When Comfort Ero’s organization compiled its annual Conflicts to Watch for 2024, the list ranged from the very prominent (Gaza) to the often overlooked (Sudan). 2025 has somehow added even more uncertainty to an already volatile situation, said Ero, the president and CEO of International Crisis Group, during a panel discussion at Davos 2025.
Who would’ve imagined, she suggested, that active conversations about the subversion of international law might come to include Greenland or Panama?
One other location that did not make Conflicts to Watch last year: Libya.
That deeply divided country’s prime minister was sitting immediately to Ero’s right on the same panel, however. “We need stability,” Abdulhamid Al Dabiba said, while pleading for greater foreign investment. “Stabilizing the economy is the way to stabilize the political situation.”
There was a sense in Davos that a palpable shift in international politics means the many conflicts mostly taking place outside of the Western news cycle now have more potential to resonate across borders. In addition to Libya, often-overlooked clashes in Myanmar, the Sahel, and Sudan were discussed. They all merit closer attention, according to experts. It was, after all, an incident in a relatively remote corner of an ageing empire that ignited a world-shaping war in 1914 – which lasted four long years.

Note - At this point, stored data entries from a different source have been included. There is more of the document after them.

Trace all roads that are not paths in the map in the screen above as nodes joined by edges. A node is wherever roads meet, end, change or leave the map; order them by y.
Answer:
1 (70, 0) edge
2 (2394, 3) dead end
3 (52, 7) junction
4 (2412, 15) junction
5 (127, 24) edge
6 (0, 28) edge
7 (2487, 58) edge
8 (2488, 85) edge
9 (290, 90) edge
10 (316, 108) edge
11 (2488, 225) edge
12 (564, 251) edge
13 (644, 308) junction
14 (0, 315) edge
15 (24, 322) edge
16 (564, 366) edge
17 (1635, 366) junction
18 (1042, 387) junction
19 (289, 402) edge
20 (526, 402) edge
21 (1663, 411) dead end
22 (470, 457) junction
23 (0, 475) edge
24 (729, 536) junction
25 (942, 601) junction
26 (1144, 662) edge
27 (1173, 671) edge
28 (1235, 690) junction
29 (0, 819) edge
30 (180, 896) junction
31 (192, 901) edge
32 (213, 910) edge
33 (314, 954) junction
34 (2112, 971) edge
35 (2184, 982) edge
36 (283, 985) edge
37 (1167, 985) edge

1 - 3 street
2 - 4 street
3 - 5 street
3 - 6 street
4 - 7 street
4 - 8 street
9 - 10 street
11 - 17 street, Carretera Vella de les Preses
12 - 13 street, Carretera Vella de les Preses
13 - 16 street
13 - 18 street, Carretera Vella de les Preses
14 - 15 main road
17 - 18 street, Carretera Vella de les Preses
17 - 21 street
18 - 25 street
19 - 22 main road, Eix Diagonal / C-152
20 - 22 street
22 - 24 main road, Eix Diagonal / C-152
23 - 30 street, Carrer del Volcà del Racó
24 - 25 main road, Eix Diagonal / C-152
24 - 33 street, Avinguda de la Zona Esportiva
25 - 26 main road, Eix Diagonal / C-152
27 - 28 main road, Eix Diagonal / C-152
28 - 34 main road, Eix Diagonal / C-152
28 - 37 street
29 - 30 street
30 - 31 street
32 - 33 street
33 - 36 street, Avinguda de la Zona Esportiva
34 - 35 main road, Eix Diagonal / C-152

“This is the 1918, 1944 or 1989 moment for our generation,” said Finland’s President Alexander Stubb during a Davos panel.

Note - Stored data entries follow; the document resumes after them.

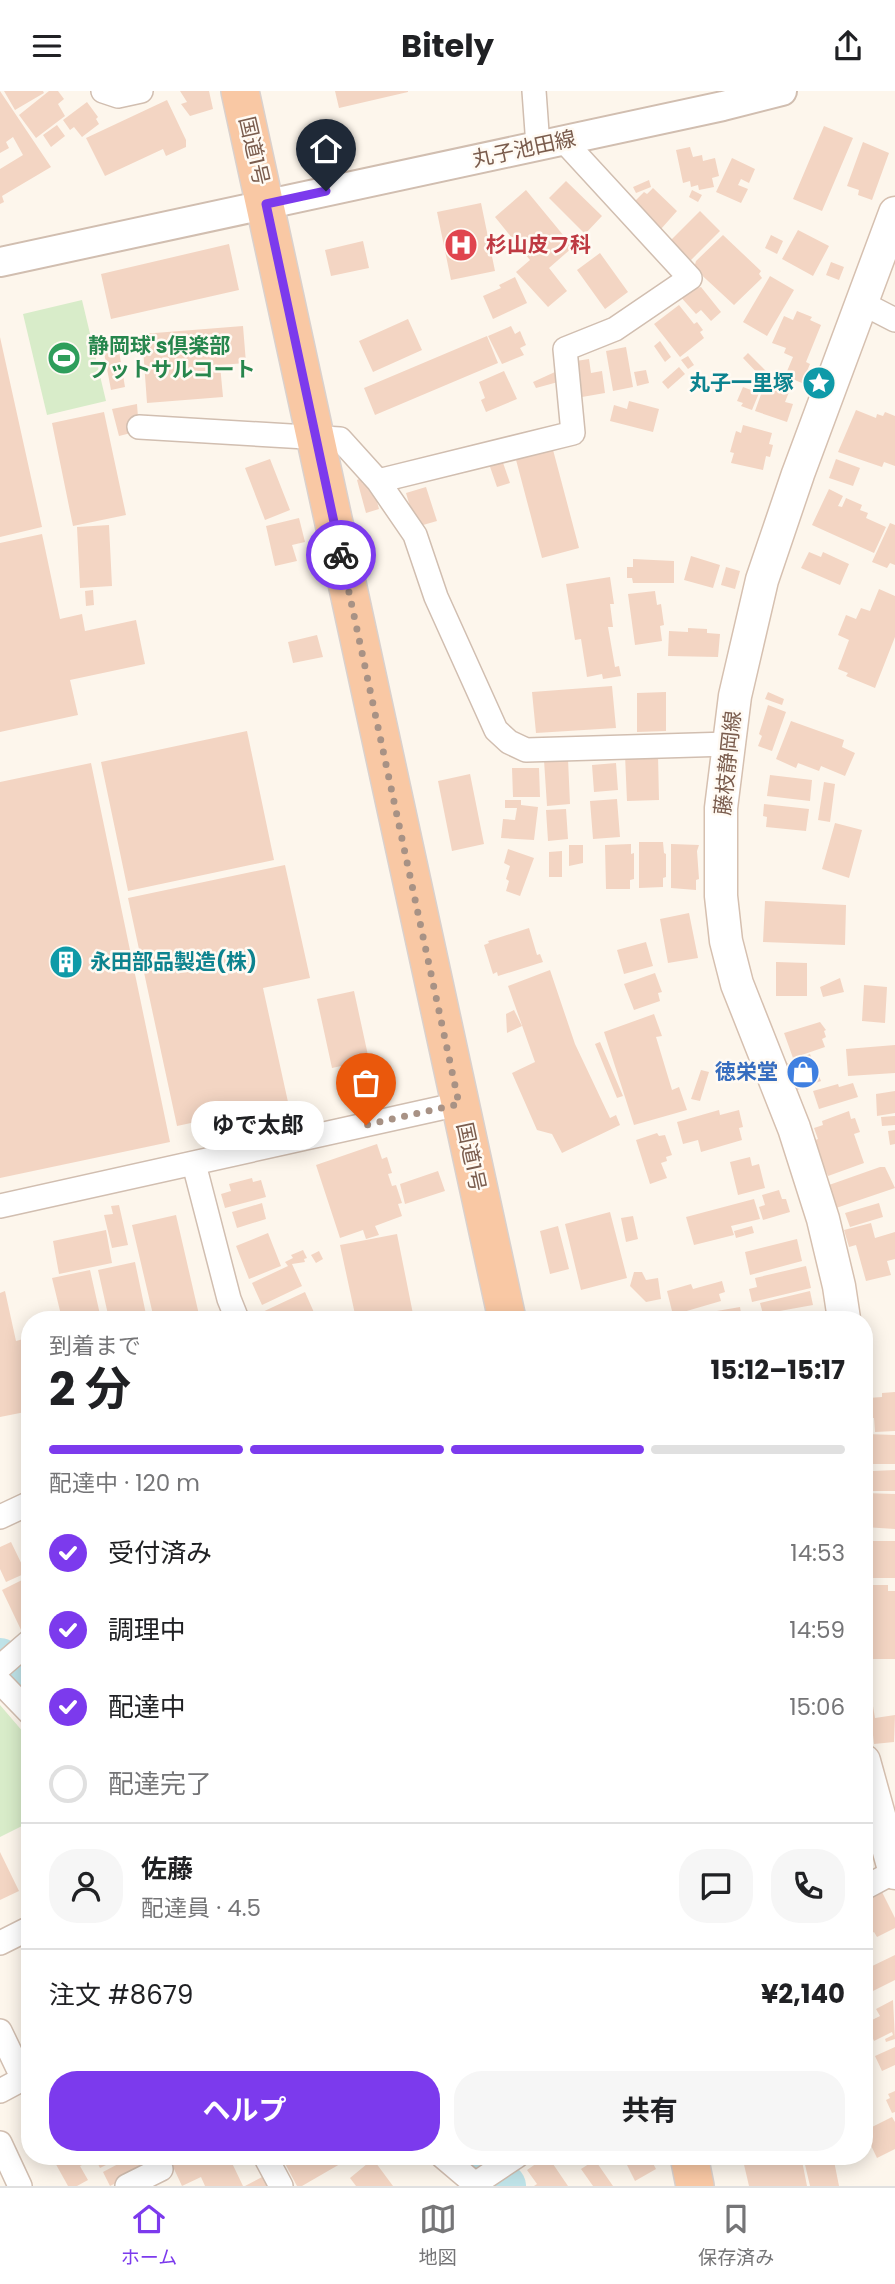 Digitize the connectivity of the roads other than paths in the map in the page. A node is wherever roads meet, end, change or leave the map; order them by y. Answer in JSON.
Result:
{"nodes":[{"id":1,"x":103,"y":91,"type":"edge"},
{"id":2,"x":141,"y":91,"type":"edge"},
{"id":3,"x":240,"y":91,"type":"edge"},
{"id":4,"x":534,"y":91,"type":"edge"},
{"id":5,"x":782,"y":91,"type":"edge"},
{"id":6,"x":720,"y":98,"type":"edge"},
{"id":7,"x":550,"y":143,"type":"junction"},
{"id":8,"x":266,"y":204,"type":"junction"},
{"id":9,"x":895,"y":213,"type":"edge"},
{"id":10,"x":0,"y":262,"type":"edge"},
{"id":11,"x":862,"y":303,"type":"junction"},
{"id":12,"x":895,"y":320,"type":"edge"},
{"id":13,"x":139,"y":427,"type":"dead end"},
{"id":14,"x":316,"y":437,"type":"junction"},
{"id":15,"x":378,"y":481,"type":"junction"},
{"id":16,"x":729,"y":744,"type":"junction"},
{"id":17,"x":459,"y":1104,"type":"junction"},
{"id":18,"x":194,"y":1164,"type":"junction"},
{"id":19,"x":0,"y":1206,"type":"edge"},
{"id":20,"x":234,"y":1311,"type":"edge"},
{"id":21,"x":505,"y":1311,"type":"edge"},
{"id":22,"x":843,"y":1311,"type":"edge"},
{"id":23,"x":21,"y":1507,"type":"edge"},
{"id":24,"x":0,"y":1517,"type":"edge"},
{"id":25,"x":0,"y":1682,"type":"edge"},
{"id":26,"x":21,"y":1704,"type":"edge"},
{"id":27,"x":873,"y":1794,"type":"edge"},
{"id":28,"x":895,"y":1873,"type":"edge"},
{"id":29,"x":873,"y":1884,"type":"edge"},
{"id":30,"x":21,"y":1932,"type":"edge"},
{"id":31,"x":0,"y":1943,"type":"edge"},
{"id":32,"x":0,"y":2031,"type":"edge"},
{"id":33,"x":21,"y":2067,"type":"edge"},
{"id":34,"x":21,"y":2080,"type":"edge"},
{"id":35,"x":0,"y":2091,"type":"edge"},
{"id":36,"x":0,"y":2143,"type":"edge"},
{"id":37,"x":159,"y":2165,"type":"edge"},
{"id":38,"x":270,"y":2165,"type":"edge"},
{"id":39,"x":466,"y":2165,"type":"edge"},
{"id":40,"x":690,"y":2165,"type":"edge"},
{"id":41,"x":489,"y":2174,"type":"edge"},
{"id":42,"x":20,"y":2186,"type":"edge"},
{"id":43,"x":127,"y":2186,"type":"edge"},
{"id":44,"x":281,"y":2186,"type":"edge"},
{"id":45,"x":695,"y":2186,"type":"edge"}],
"edges":[{"from":1,"to":2,"type":"street"},
{"from":3,"to":8,"type":"highway","name":"国道1号"},
{"from":4,"to":7,"type":"street"},
{"from":5,"to":6,"type":"street","name":"丸子池田線"},
{"from":6,"to":7,"type":"street","name":"丸子池田線"},
{"from":7,"to":8,"type":"street","name":"丸子池田線"},
{"from":7,"to":15,"type":"street"},
{"from":8,"to":10,"type":"street","name":"丸子池田線"},
{"from":8,"to":14,"type":"highway","name":"国道1号"},
{"from":9,"to":11,"type":"main road","name":"藤枝静岡線"},
{"from":11,"to":12,"type":"street"},
{"from":11,"to":16,"type":"main road","name":"藤枝静岡線"},
{"from":13,"to":14,"type":"street"},
{"from":14,"to":15,"type":"street"},
{"from":14,"to":17,"type":"highway","name":"国道1号"},
{"from":15,"to":16,"type":"street"},
{"from":16,"to":22,"type":"main road","name":"藤枝静岡線"},
{"from":17,"to":18,"type":"street"},
{"from":17,"to":21,"type":"highway","name":"国道1号"},
{"from":18,"to":19,"type":"street"},
{"from":18,"to":20,"type":"street"},
{"from":23,"to":24,"type":"street"},
{"from":25,"to":26,"type":"street"},
{"from":27,"to":28,"type":"main road"},
{"from":28,"to":29,"type":"street"},
{"from":30,"to":31,"type":"street"},
{"from":32,"to":33,"type":"street"},
{"from":34,"to":35,"type":"street"},
{"from":36,"to":42,"type":"street"},
{"from":37,"to":43,"type":"street"},
{"from":38,"to":44,"type":"street"},
{"from":39,"to":41,"type":"street"},
{"from":40,"to":45,"type":"highway"}]}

There are some positive signs, according to Stubb. A new administration in the US with a clear impetus to help resolve conflicts in the Middle East and Ukraine, for one thing.

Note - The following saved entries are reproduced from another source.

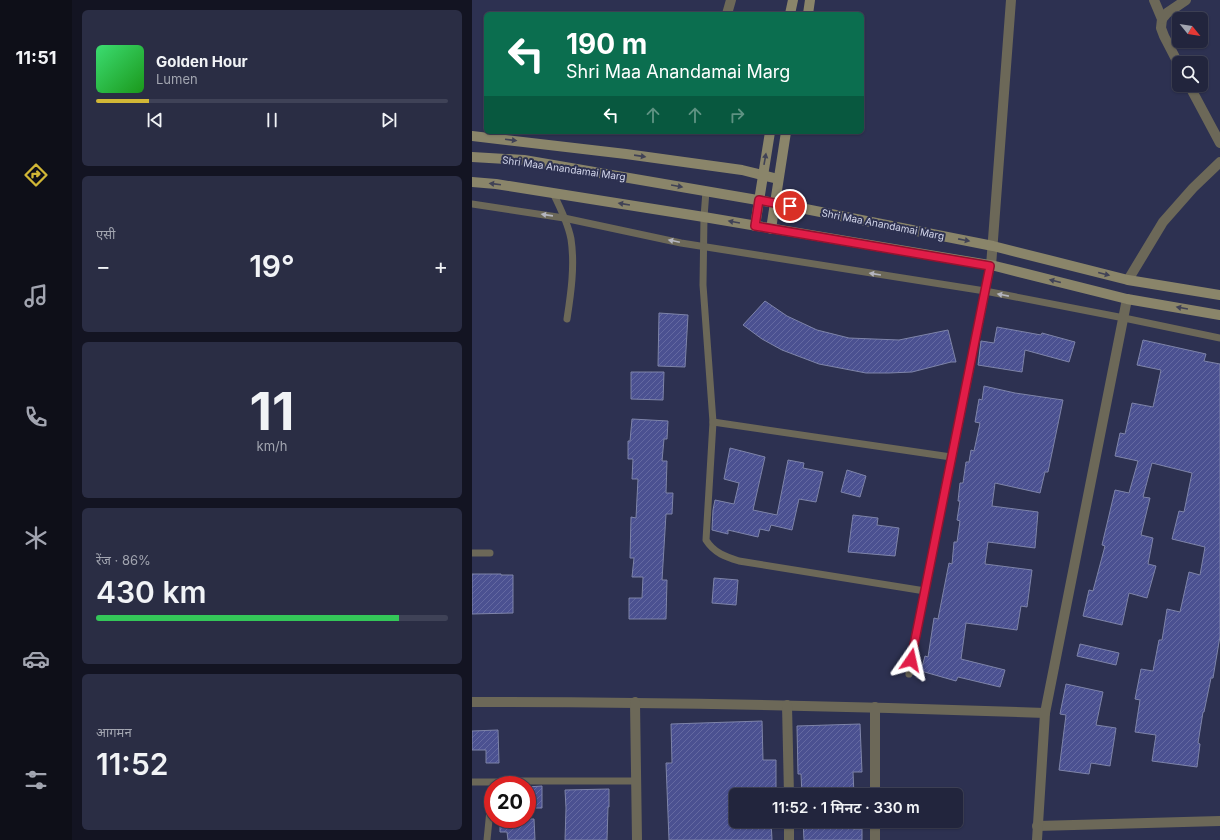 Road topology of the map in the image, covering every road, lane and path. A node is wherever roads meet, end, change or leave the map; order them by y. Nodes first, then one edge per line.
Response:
1 (731, 0) edge
2 (793, 0) edge
3 (810, 0) edge
4 (1011, 0) edge
5 (1154, 0) edge
6 (1186, 0) edge
7 (728, 12) edge
8 (790, 12) edge
9 (808, 12) edge
10 (1162, 19) junction
11 (1174, 56) edge
12 (1193, 92) edge
13 (770, 134) edge
14 (786, 134) edge
15 (472, 136) edge
16 (1220, 143) edge
17 (472, 156) edge
18 (1220, 162) edge
19 (763, 175) junction
20 (778, 179) junction
21 (472, 182) edge
22 (706, 191) junction
23 (553, 193) junction
24 (759, 200) junction
25 (775, 203) junction
26 (472, 204) edge
27 (704, 216) junction
28 (564, 218) junction
29 (755, 226) junction
30 (771, 229) junction
31 (704, 246) junction
32 (993, 246) junction
33 (990, 266) junction
34 (1128, 280) junction
35 (985, 291) junction
36 (1220, 295) edge
37 (1127, 299) junction
38 (1220, 315) edge
39 (1124, 318) junction
40 (567, 319) dead end
41 (1220, 338) edge
42 (713, 422) junction
43 (951, 457) junction
44 (472, 553) edge
45 (490, 553) dead end
46 (925, 591) junction
47 (909, 674) dead end
48 (472, 702) edge
49 (636, 702) junction
50 (787, 705) junction
51 (875, 707) junction
52 (1045, 713) junction
53 (636, 781) junction
54 (472, 782) edge
55 (484, 783) edge
56 (536, 783) edge
57 (789, 788) edge
58 (875, 788) edge
59 (1220, 821) edge
60 (1037, 826) junction
61 (488, 828) edge
62 (789, 828) edge
63 (875, 828) edge
64 (487, 840) edge
65 (637, 840) edge
66 (789, 840) edge
67 (875, 840) edge
68 (1037, 840) edge

1 - 7 street
2 - 8 main road
3 - 9 main road
4 - 32 street
5 - 10 street
6 - 10 street
10 - 11 street
12 - 16 street
19 -> 13 main road
14 - 20 main road
15 -> 19 main road, Shri Maa Anandamai Marg
17 -> 22 main road, Shri Maa Anandamai Marg
18 - 34 street
19 - 20 main road, Shri Maa Anandamai Marg
19 - 24 main road
20 - 25 main road
23 -> 21 main road
22 - 24 main road, Shri Maa Anandamai Marg
22 - 27 lane
27 -> 23 main road
23 - 28 lane
24 - 25 main road, Shri Maa Anandamai Marg
24 - 29 main road
25 - 30 main road
25 -> 32 main road, Shri Maa Anandamai Marg
28 -> 26 lane
29 -> 27 main road
27 - 31 lane
31 -> 28 lane
28 - 40 lane
29 - 30 main road
30 - 33 main road
35 -> 31 lane
31 - 42 lane
32 - 33 street
32 -> 34 main road, Shri Maa Anandamai Marg
33 - 35 lane
37 -> 33 main road
34 - 36 main road, Shri Maa Anandamai Marg
39 -> 35 lane
35 - 43 lane
38 -> 37 main road
37 - 39 street
39 - 41 lane
39 - 52 street
42 - 43 lane
42 - 46 lane
43 - 46 lane
44 - 45 lane
46 - 47 lane
48 - 49 street
49 - 50 street
49 - 53 street
50 - 51 street
50 - 57 street
51 - 52 street
51 - 58 street
52 - 60 street
53 - 56 lane
53 - 65 street
54 - 55 lane
59 - 60 street
60 - 68 street
61 - 64 lane
62 - 66 street
63 - 67 street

“I’m actually quite hopeful,” Stubb said.
He pinned the departure point for our current period of change to Russia’s invasion of Ukraine, in early 2022. “The bottom line is that the shift started at that stage,” Stubb said.
A plea to make use of this ‘liminal moment’
The invasion of Ukraine is sometimes described as a reaction to the resolution of the Cold War – a conflict that nominally ended in 1989, but was a recurring theme of discussions in Davos 36 years later.
Given that we’re embarking on similarly dramatic change to the geopolitical order, it's important that we manage this liminal moment responsibly “and talk to each other,” Nigeria’s Foreign Minister Yusuf Tuggar said during a Davos panel. “Because part of what we're facing today is the fallout of, I would say, the mismanagement of the liminal moment that came at the end of the Cold War.”
Instead of dialogue, theories seemingly confirmed by the Cold War’s outcome led to a situation where nations felt emboldened to try and remake others in their own image, Tuggar said; the invasion of Iraq followed, as did the beginning of the trouble in Libya.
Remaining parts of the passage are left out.